-- TASK TO CARRY OUT --
Each line below from the one containing "ring mcp: (725, 768)" through the one containing "pinky mcp: (1090, 895)" should be output exactly as it stands, and no other line should appear.

Pictured people or hands with joints
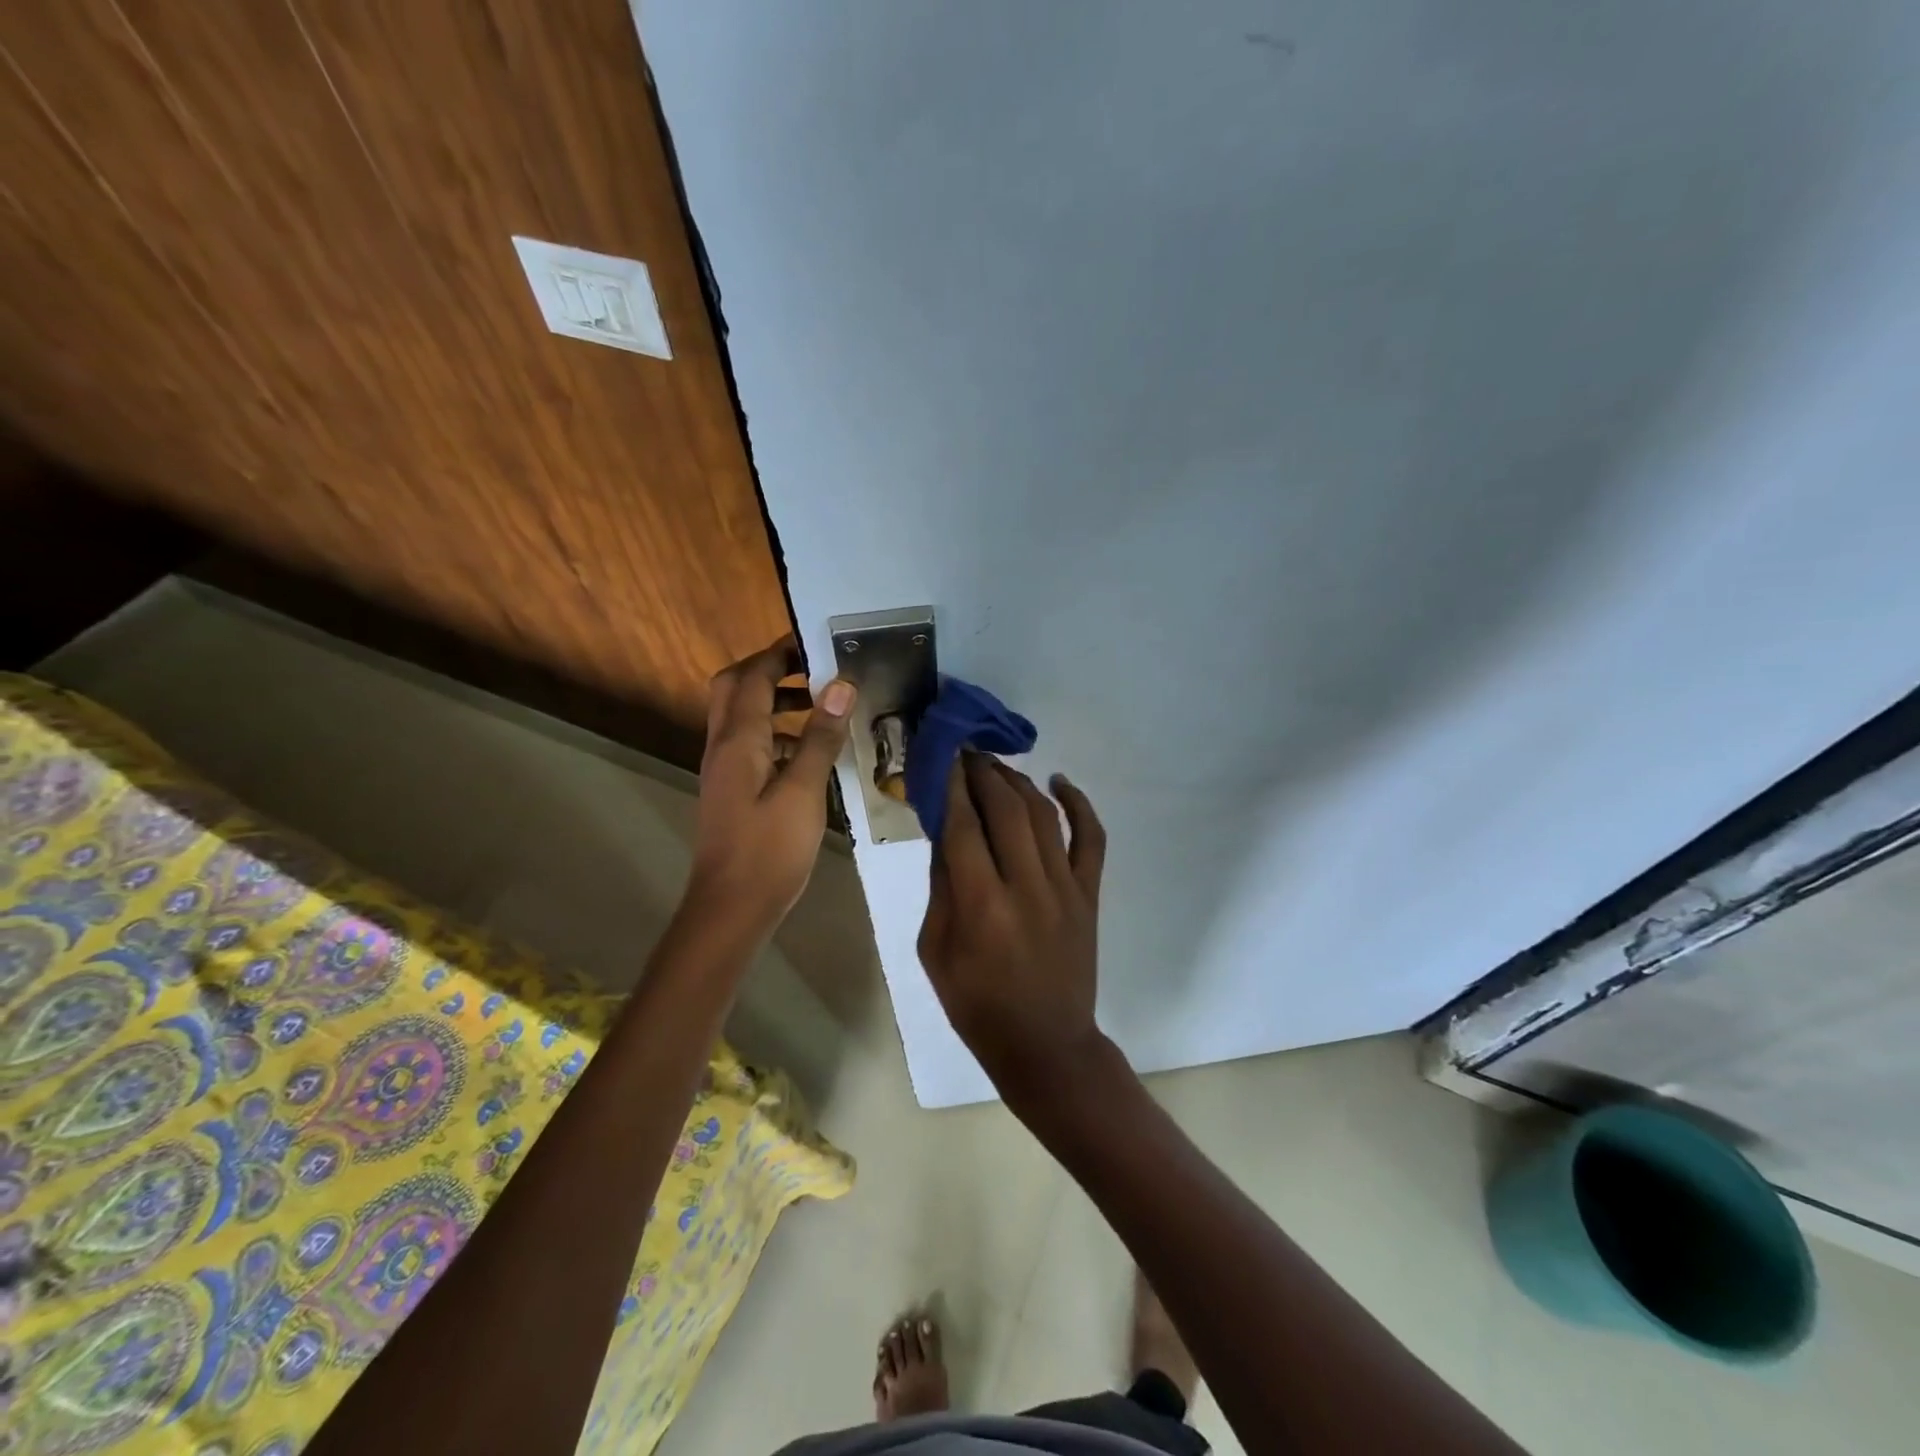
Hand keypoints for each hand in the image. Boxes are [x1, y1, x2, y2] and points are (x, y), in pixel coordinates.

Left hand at [687, 639, 854, 937]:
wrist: (732, 906)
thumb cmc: (769, 849)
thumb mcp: (804, 791)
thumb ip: (820, 737)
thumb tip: (840, 686)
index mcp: (738, 740)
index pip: (753, 677)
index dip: (781, 654)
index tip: (817, 642)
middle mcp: (723, 745)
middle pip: (735, 688)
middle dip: (772, 671)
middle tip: (814, 670)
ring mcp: (725, 768)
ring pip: (742, 716)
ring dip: (775, 701)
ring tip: (821, 706)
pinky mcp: (733, 789)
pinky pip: (751, 744)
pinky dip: (777, 733)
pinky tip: (810, 752)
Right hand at [917, 754, 1108, 1103]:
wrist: (1045, 1044)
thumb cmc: (977, 1004)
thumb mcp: (935, 951)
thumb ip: (941, 887)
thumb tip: (945, 831)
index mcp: (981, 905)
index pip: (963, 825)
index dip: (950, 785)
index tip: (941, 756)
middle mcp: (1026, 886)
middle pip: (1004, 809)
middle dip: (982, 772)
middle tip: (965, 753)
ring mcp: (1065, 888)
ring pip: (1043, 814)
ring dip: (1017, 781)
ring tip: (996, 764)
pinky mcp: (1090, 895)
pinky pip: (1092, 838)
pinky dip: (1079, 804)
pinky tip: (1060, 781)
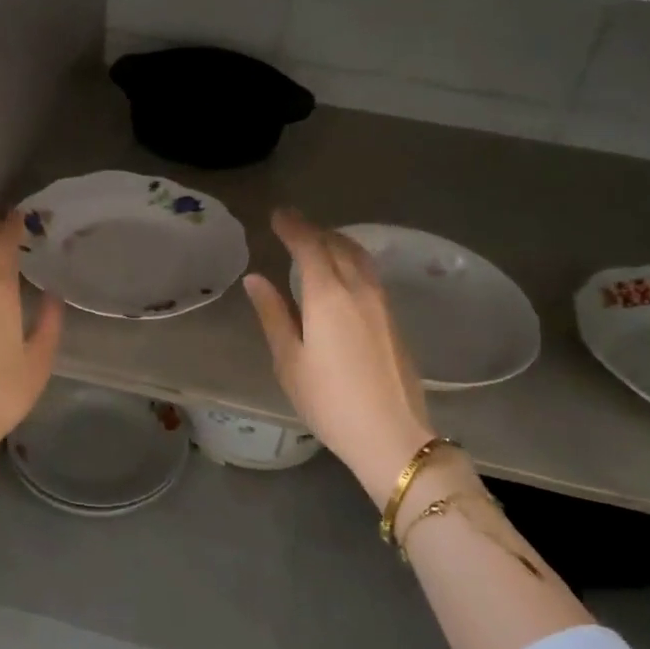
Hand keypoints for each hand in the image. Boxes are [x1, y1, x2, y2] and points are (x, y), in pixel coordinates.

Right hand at [244, 209, 451, 505]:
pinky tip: (342, 273)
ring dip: (337, 242)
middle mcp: (358, 290)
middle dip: (314, 230)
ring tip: (319, 241)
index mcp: (328, 296)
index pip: (310, 246)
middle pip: (337, 246)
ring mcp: (381, 304)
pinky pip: (369, 274)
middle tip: (293, 225)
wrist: (391, 434)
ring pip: (359, 257)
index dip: (293, 227)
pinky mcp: (393, 320)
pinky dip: (351, 260)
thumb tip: (256, 279)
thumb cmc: (329, 401)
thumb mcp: (289, 360)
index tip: (278, 215)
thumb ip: (273, 314)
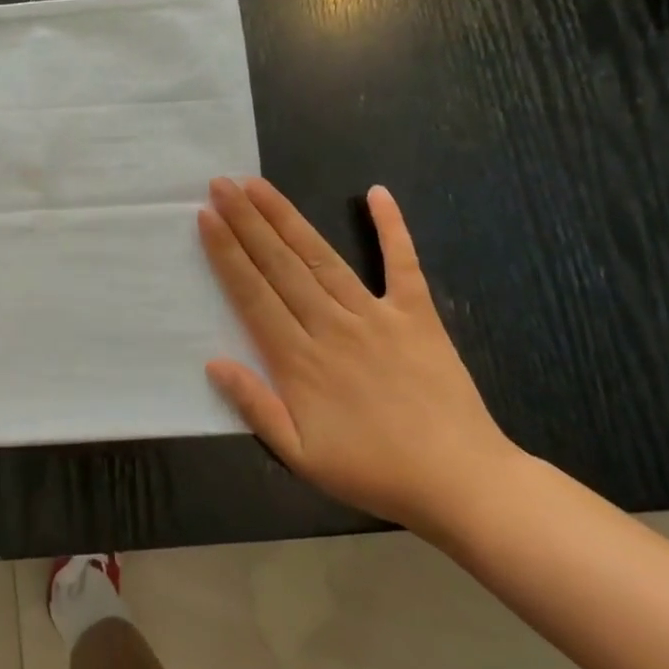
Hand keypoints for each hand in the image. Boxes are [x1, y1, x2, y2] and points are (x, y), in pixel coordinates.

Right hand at [198, 177, 520, 537]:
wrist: (462, 484)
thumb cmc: (374, 471)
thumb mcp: (301, 456)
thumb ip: (256, 407)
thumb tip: (213, 362)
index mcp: (300, 360)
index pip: (253, 294)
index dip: (227, 253)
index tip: (206, 216)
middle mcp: (332, 326)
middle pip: (280, 265)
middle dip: (246, 221)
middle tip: (221, 184)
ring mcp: (376, 316)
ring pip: (321, 257)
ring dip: (287, 218)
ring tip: (259, 185)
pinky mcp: (417, 315)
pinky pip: (403, 264)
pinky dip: (392, 228)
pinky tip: (377, 194)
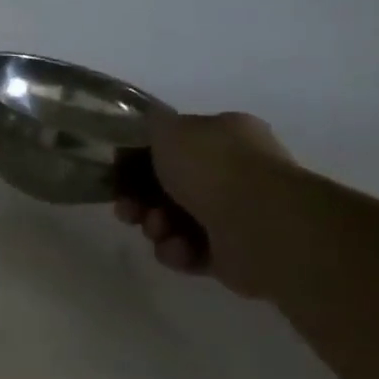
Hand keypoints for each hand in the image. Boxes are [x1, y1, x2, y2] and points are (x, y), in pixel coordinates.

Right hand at [114, 111, 292, 298]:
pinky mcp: (232, 253)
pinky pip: (188, 251)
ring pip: (173, 220)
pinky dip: (177, 251)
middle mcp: (235, 173)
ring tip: (159, 229)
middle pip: (168, 186)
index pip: (174, 145)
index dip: (139, 158)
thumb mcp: (169, 129)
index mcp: (226, 137)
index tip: (117, 172)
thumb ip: (150, 124)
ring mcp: (236, 214)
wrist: (260, 226)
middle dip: (140, 199)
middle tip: (128, 209)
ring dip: (155, 226)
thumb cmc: (213, 169)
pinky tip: (180, 248)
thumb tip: (146, 126)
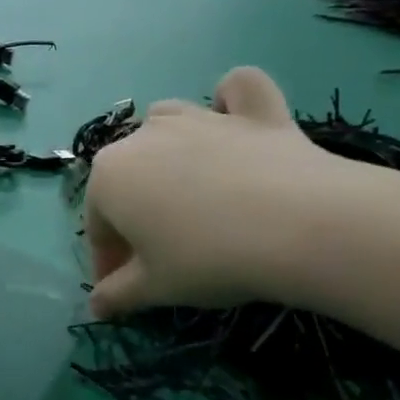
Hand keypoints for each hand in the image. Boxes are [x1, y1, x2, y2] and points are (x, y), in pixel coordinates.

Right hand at [83, 68, 368, 317]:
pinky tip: (235, 120)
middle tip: (160, 255)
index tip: (124, 290)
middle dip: (133, 213)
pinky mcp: (254, 112)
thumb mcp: (155, 288)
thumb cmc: (209, 259)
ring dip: (165, 148)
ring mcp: (199, 118)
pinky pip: (237, 90)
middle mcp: (142, 138)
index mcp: (108, 177)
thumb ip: (118, 295)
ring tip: (188, 185)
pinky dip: (232, 100)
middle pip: (126, 178)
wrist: (304, 227)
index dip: (108, 262)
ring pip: (165, 122)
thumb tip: (96, 309)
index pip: (98, 227)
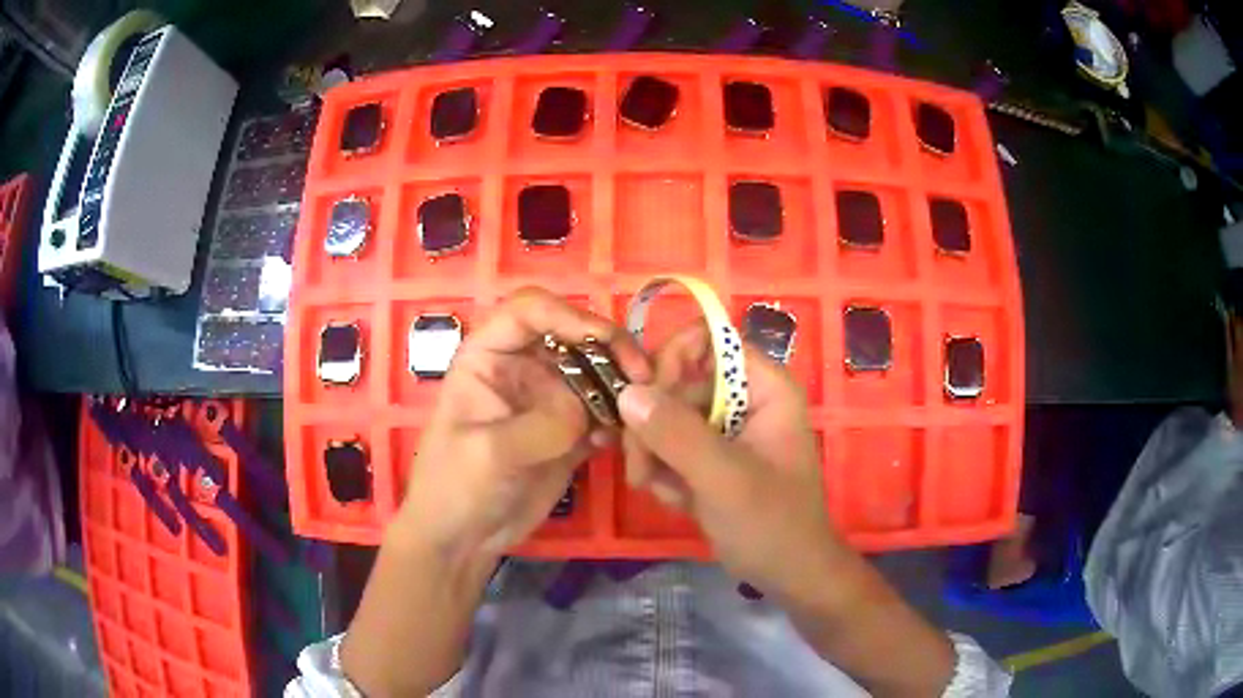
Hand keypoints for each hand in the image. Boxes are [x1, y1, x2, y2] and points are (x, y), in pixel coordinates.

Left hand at [395, 287, 648, 561]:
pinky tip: (621, 442)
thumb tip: (589, 413)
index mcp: (488, 355)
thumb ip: (540, 425)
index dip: (567, 315)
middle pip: (572, 335)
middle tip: (642, 375)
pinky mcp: (569, 432)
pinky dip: (619, 419)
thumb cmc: (454, 486)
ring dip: (621, 384)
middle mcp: (522, 367)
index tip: (604, 341)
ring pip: (595, 372)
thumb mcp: (488, 453)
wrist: (462, 539)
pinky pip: (603, 412)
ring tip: (642, 409)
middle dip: (609, 347)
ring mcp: (548, 399)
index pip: (529, 311)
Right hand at [619, 323, 841, 600]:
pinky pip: (670, 445)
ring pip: (666, 416)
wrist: (788, 573)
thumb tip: (627, 391)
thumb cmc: (771, 523)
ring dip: (651, 451)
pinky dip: (662, 470)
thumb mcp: (724, 478)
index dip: (672, 360)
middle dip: (651, 424)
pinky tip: (672, 499)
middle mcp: (744, 398)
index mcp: (764, 386)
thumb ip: (677, 434)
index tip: (644, 399)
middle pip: (678, 381)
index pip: (709, 340)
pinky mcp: (710, 456)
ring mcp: (726, 428)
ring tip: (653, 488)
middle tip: (640, 467)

-- SOLUTION TO THIS TASK --
ring mcp: (725, 768)
ring pip: (742, 716)
ring dip: (775, 701)
ring tip: (821, 706)
pinky mcp: (733, 789)
pinky pip: (751, 744)
pinky dip: (777, 733)
pinky tip: (810, 752)
Right hand at [917, 754, 1108, 1103]:
wrist: (1045, 1044)
thumb cmc: (977, 1004)
thumb mcp: (935, 951)
thumb ip: (941, 887)
thumb tip: (945, 831)
index mcp: (981, 905)
index pip: (963, 825)
index dip: (950, 785)
index tip: (941, 756)
middle mcp: (1026, 886)
middle pip: (1004, 809)
middle dip: (982, 772)
middle tip: (965, 753)
ring mcp: (1065, 888)
ring pip: (1043, 814)
ring dip: (1017, 781)
ring tip: (996, 764)
pinky mcp: (1090, 895)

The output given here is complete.